• _TASK STATEMENT_
The reply should consist of one number, the count of lines below in which the word "main" appears.

• _DATASET EXCERPTS_
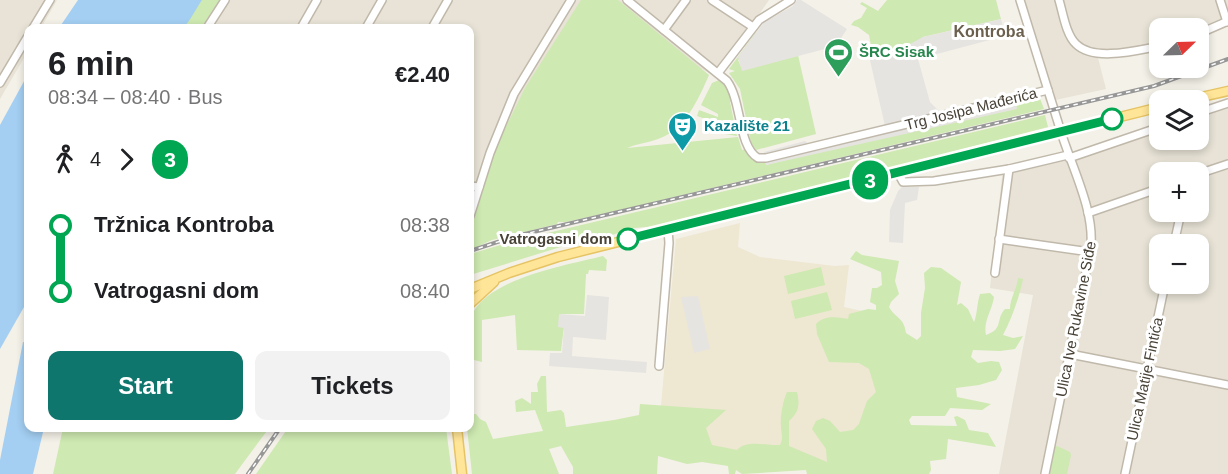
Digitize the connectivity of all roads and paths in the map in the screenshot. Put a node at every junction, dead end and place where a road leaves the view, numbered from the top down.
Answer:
1 (50, 0) edge
2 (225, 0) edge
3 (317, 0) edge
4 (382, 0) edge
5 (448, 0) edge
6 (571, 0) edge
7 (627, 0) edge
8 (686, 0) edge
9 (712, 0) edge
10 (791, 0) edge
11 (1020, 0) edge
12 (1059, 0) edge
13 (1220, 0) edge
14 (1227, 21) edge
15 (35, 24) edge
16 (210, 24) edge
17 (303, 24) edge
18 (368, 24) edge
19 (434, 24) edge
20 (753, 27) junction
21 (1209, 29) edge
22 (664, 30) junction
23 (24, 43) edge
24 (1149, 48) edge
25 (718, 73) junction
26 (0, 83) edge
27 (1048, 90) junction
28 (1228, 91) edge
29 (1209, 95) edge
30 (1228, 103) edge
31 (1209, 109) edge
32 (1149, 111) edge
33 (1060, 131) junction
34 (1149, 131) edge
35 (1069, 156) junction
36 (1228, 164) edge
37 (1009, 169) junction
38 (1209, 170) edge
39 (900, 177) junction
40 (474, 186) edge
41 (479, 187) junction
42 (1149, 192) edge
43 (474, 203) edge
44 (1088, 213) junction
45 (668, 230) junction
46 (999, 239) junction
47 (1090, 252) junction
48 (509, 273) junction
49 (995, 273) dead end
50 (490, 280) junction
51 (474, 282) edge
52 (474, 287) edge
53 (1164, 294) edge
54 (474, 300) edge
55 (1070, 354) junction
56 (659, 366) dead end
57 (1147, 369) junction
58 (1228, 385) edge
59 (457, 432) edge
60 (462, 474) edge
61 (1045, 474) edge
62 (1125, 474) edge

1 - 15 street
2 - 16 street
3 - 17 street
4 - 18 street
5 - 19 street
6 - 41 street
7 - 22 street
8 - 22 street
9 - 20 street
10 - 20 street
11 - 27 street, Ulica Ive Rukavine Siđe
12 - 24 street
13 - 14 street
14 - 21 street
20 - 25 street
22 - 25 street
23 - 26 street
25 - 27 street, Trg Josipa Mađerića
27 - 33 street, Ulica Ive Rukavine Siđe
28 - 29 main road
30 - 31 street
32 - 33 main road
33 - 35 street, Ulica Ive Rukavine Siđe
33 - 39 main road
34 - 35 street
35 - 37 street
35 - 44 street, Ulica Ive Rukavine Siđe
36 - 38 street
37 - 39 street
37 - 46 street
39 - 45 main road
40 - 41 street
41 - 43 street
42 - 44 street
44 - 47 street, Ulica Ive Rukavine Siđe
45 - 48 main road
45 - 56 street
46 - 47 street
46 - 49 street
47 - 55 street, Ulica Ive Rukavine Siđe
48 - 50 main road
48 - 54 main road
50 - 51 main road
50 - 52 main road
53 - 57 street, Ulica Matije Fintića
55 - 57 street
55 - 61 street, Ulica Ive Rukavine Siđe
57 - 58 street
57 - 62 street, Ulica Matije Fintića
59 - 60 main road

• _OUTPUT OF THE TASK_
10